March 17, 2007
(Posted at 2:14 pm)Dual booting your N800
Dual booting your N800 has many advantages…
- You can always have a backup of your original OS (on the flash)
- When booting off the Memory card, you have full 1/2 gig at your disposal!
- Experimenting with distros like sardine is worth it!
So… how to go about it? A few tips for you - so that you dont have to spend those reckless 7 hours like me
I have an N800 so I can only speak about this device… but with what I’ve read & seen on the #maemo channel, N800 uses the rootfs method while the 770 uses the initfs method.

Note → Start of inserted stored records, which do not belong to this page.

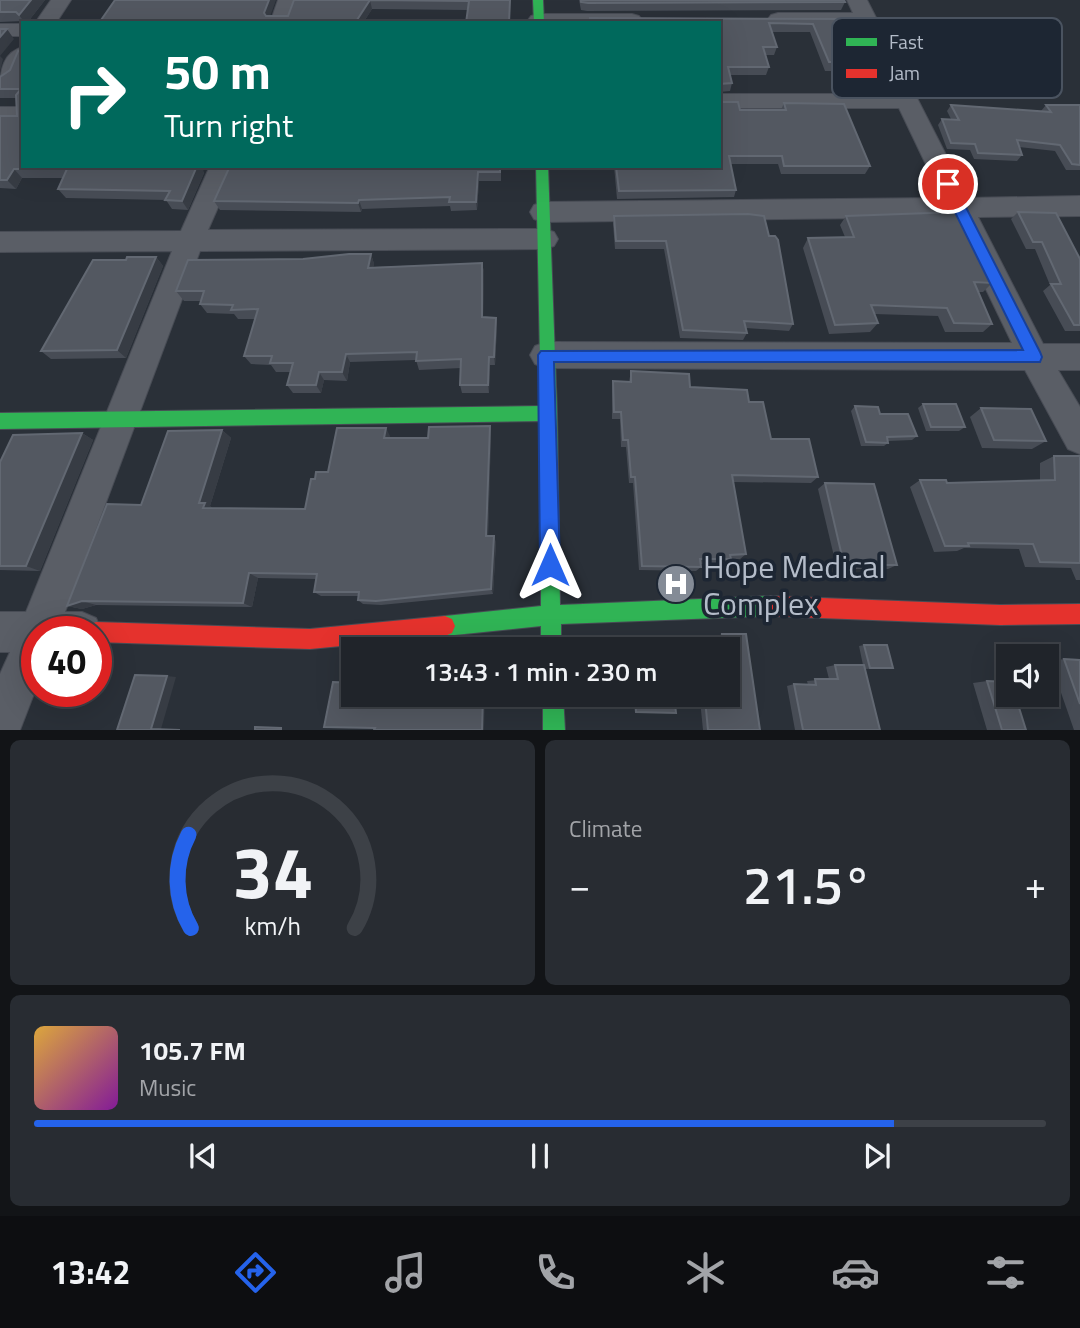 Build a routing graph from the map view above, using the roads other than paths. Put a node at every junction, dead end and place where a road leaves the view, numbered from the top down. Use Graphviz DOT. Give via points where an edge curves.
graph roads {
  1 [pos="61,0"];
  2 [pos="288,0"];
  3 [pos="862,9"];
  4 [pos="538,14"];
  5 [pos="758,19"];
  6 [pos="648,20"];
  7 [pos="46,21"];
  8 [pos="281,21"];
  9 [pos="0,30"];
  10 [pos="21,30"];
  11 [pos="21,55"];
  12 [pos="0,82"];
  13 [pos="907,98"];
  14 [pos="721,101"];
  15 [pos="909,101"];
  16 [pos="0,115"];
  17 [pos="21,115"];
  18 [pos="222,168"];
  19 [pos="542,168"];
  20 [pos="957,205"];
  21 [pos="1080,206"];
  22 [pos="543,212"];
  23 [pos="544,239"];
  24 [pos="190,242"];
  25 [pos="0,243"];
  26 [pos="546,355"];
  27 [pos="1034,357"];
  28 [pos="1080,357"];
  29 [pos="549,413"];
  30 [pos="122,419"];
  31 [pos="0,421"];
  32 [pos="1080,438"];
  33 [pos="1080,614"];
  34 [pos="551,615"];
  35 [pos="44,616"];
  36 [pos="0,632"];
  37 [pos="21,632"];
  38 [pos="112,633"];
  39 [pos="551,637"];
  40 [pos="21,674"];
  41 [pos="553,707"];
  42 [pos="0,726"];
  43 [pos="554,730"];
  1 -- 7 [label="street"];
  2 -- 8 [label="street"];
  3 -- 5 [label="street"];
  4 -- 6 [label="street"];
  9 -- 10 [label="street"];
  11 -- 12 [label="street"];
  13 -- 15 [label="street"];
  14 -- 15 [label="street"];
  15 -- 20 [label="street"];
  16 -- 17 [label="street"];
  18 -- 24 [label="street"];
  19 -- 22 [label="street"];
  20 -- 21 [label="street"];
  20 -- 22 [label="street"];
  20 -- 27 [label="street"];
  22 -- 23 [label="street"];
  23 -- 24 [label="street"];
  23 -- 26 [label="street"];
  24 -- 25 [label="street"];
  24 -- 30 [label="street"];
  26 -- 27 [label="street"];
  26 -- 29 [label="street"];
  27 -- 28 [label="street"];
  27 -- 32 [label="street"];
  29 -- 30 [label="street"];
  29 -- 34 [label="street"];
  30 -- 31 [label="street"];
  30 -- 35 [label="street"];
  33 -- 34 [label="street" via="759,606"];
  34 -- 38 [label="street" via="310,639"];
  34 -- 39 [label="street"];
  36 -- 37 [label="street"];
  40 -- 42 [label="street"];
  41 -- 43 [label="street"];
} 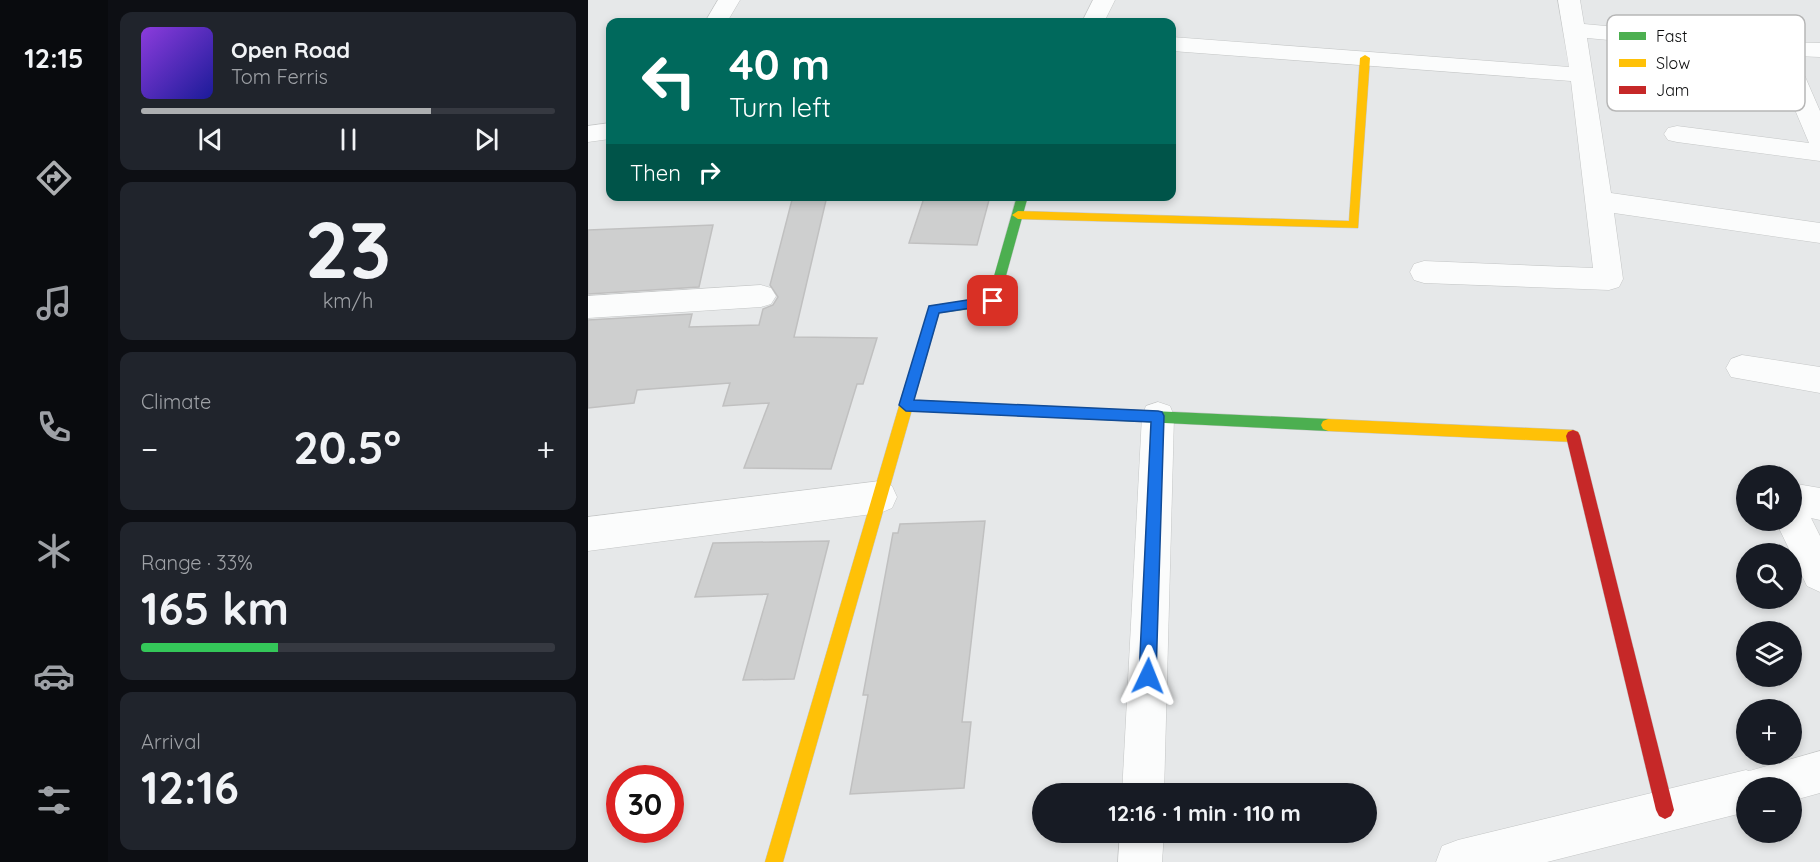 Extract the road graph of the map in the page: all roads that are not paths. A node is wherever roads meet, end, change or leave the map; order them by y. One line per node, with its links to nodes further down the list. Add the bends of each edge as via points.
1 (729, 0): 4 (street)
2 (1104, 0): 5 (street)
3 (1569, 0): 6 (street)
4 (718, 18)
5 (1095, 18)
6 (1575, 30): 7 (street); 12 (street)
7 (1607, 33)
8 (1176, 44): 11 (street)
9 (1805, 50): 10 (street)
10 (1820, 50)
11 (1365, 58): 12 (street); 21 (street, via 1354,225)
12 (1582, 75): 20 (street)
13 (1809, 91): 17 (street)
14 (606, 132): 15 (street)
15 (588, 134)
16 (1677, 134): 18 (street)
17 (1820, 140)
18 (1820, 153)
19 (1022, 201): 21 (street)
20 (1599, 201): 22 (street); 23 (street, via 1609,279)
21 (1018, 215): 28 (street, via 993,301 934,309)
22 (1820, 233)
23 (1424, 272)
24 (761, 296): 25 (street)
25 (588, 307)
26 (1742, 368): 27 (street)
27 (1820, 380)
28 (906, 405): 29 (street); 30 (street)
29 (1158, 416): 38 (street); 40 (street, via 1574,436)
30 (880, 497): 34 (street); 42 (street)
31 (1802, 501): 32 (street)
32 (1820, 504)
33 (1798, 531): 35 (street)
34 (588, 534)
35 (1820, 574)
36 (1820, 772): 37 (street)
37 (1801, 777)
38 (1143, 783)
39 (1736, 793): 40 (street)
40 (1665, 810): 44 (street)
41 (1141, 843): 43 (street)
42 (774, 862)
43 (1140, 862)
44 (1458, 862)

As a thumb rule, we need to follow this guide - http://www.maemo.org/platform/docs/howtos/howto_dualboot_bora.html
…except copying the rootfs part. I tried copying the rootfs (maemo-sdk-rootfs.tar.gz) but was unable to get it booted up! So I followed the tar/untar method described at http://maemo.org/maemowiki/HowTo_EASILY_Boot_From_MMC_card - this method gets you an exact replica of your N800’s filesystem - very good considering you already had lots of settings on your device.
So in essence, this is all what you have to do (I had 1 gig card in my internal (inside the cover) slot)
Procedure…
- Create an ext2 partition on your memory card - I also created a 100 megs swap - use cfdisk or gparted (your choice)
- insmod /mnt/initfs/lib/modules/2.6.18-omap1/mbcache.ko
- insmod /mnt/initfs/lib/modules/current/ext2.ko
- mkdir /opt
- mkdir /floppy
- mount /dev/mmcblk0p2 /opt #—-> this is your memory card’s ext2 partition
- mount -t jffs2 /dev/mtdblock4 /floppy #—-> this is your current rootfs
- tar cf - -C /floppy . | tar xf - -C /opt
- umount /floppy /opt
- shutdown -h now
- Connect your N800 to your Linux box using USB (do not poweron/charge right now)
- flasher –set-root-device mmc
- Insert the charger into N800 & you will see a success message
- Reboot your N800
Some points that you need to take care about…
- Use GNU tar - busybox’s tar had an issue with copying file paths which have more than 100 char length. You can find GNU’s tar from http://penguinbait.com/tar.gz
- Use ext2 file system - I had read on InternetTabletTalk that journaling filesystems are bad for the memory card.
- You dont have to format the memory card from the device itself. Just insert the card, connect the device via USB, unmount the card on your computer (if its automounted) and then use gparted/cfdisk to partition it.
- When copying files from the flash device to the memory card, omit the “-v” option in tar. By not using the verbose option, you will speed up the copy process by almost 50%.
How to temporarily boot from internal Flash? - Just remove the memory card while booting up. Thats it!
How to Undo the stuff…
- Connect your N800 to your Linux box using USB (do not poweron/charge right now)
- flasher –set-root-device flash
- Insert the charger into N800 & you will see a success message
- Reboot your N800
- The device will now boot from the internal flash in future.

My device
Good luck ![]()



It strongly depends on the type of jornaling filesystem. Both ext2 and ext3 aren’t very good as flash file systems. Unless the hardware is doing wear leveling, ext2 and ext3 are likely to wear out the flash much faster than a file system designed for flash. You want to use jffs2 which is designed to write data all over the file system instead of one where the same block is written over and over, which will wear out the flash.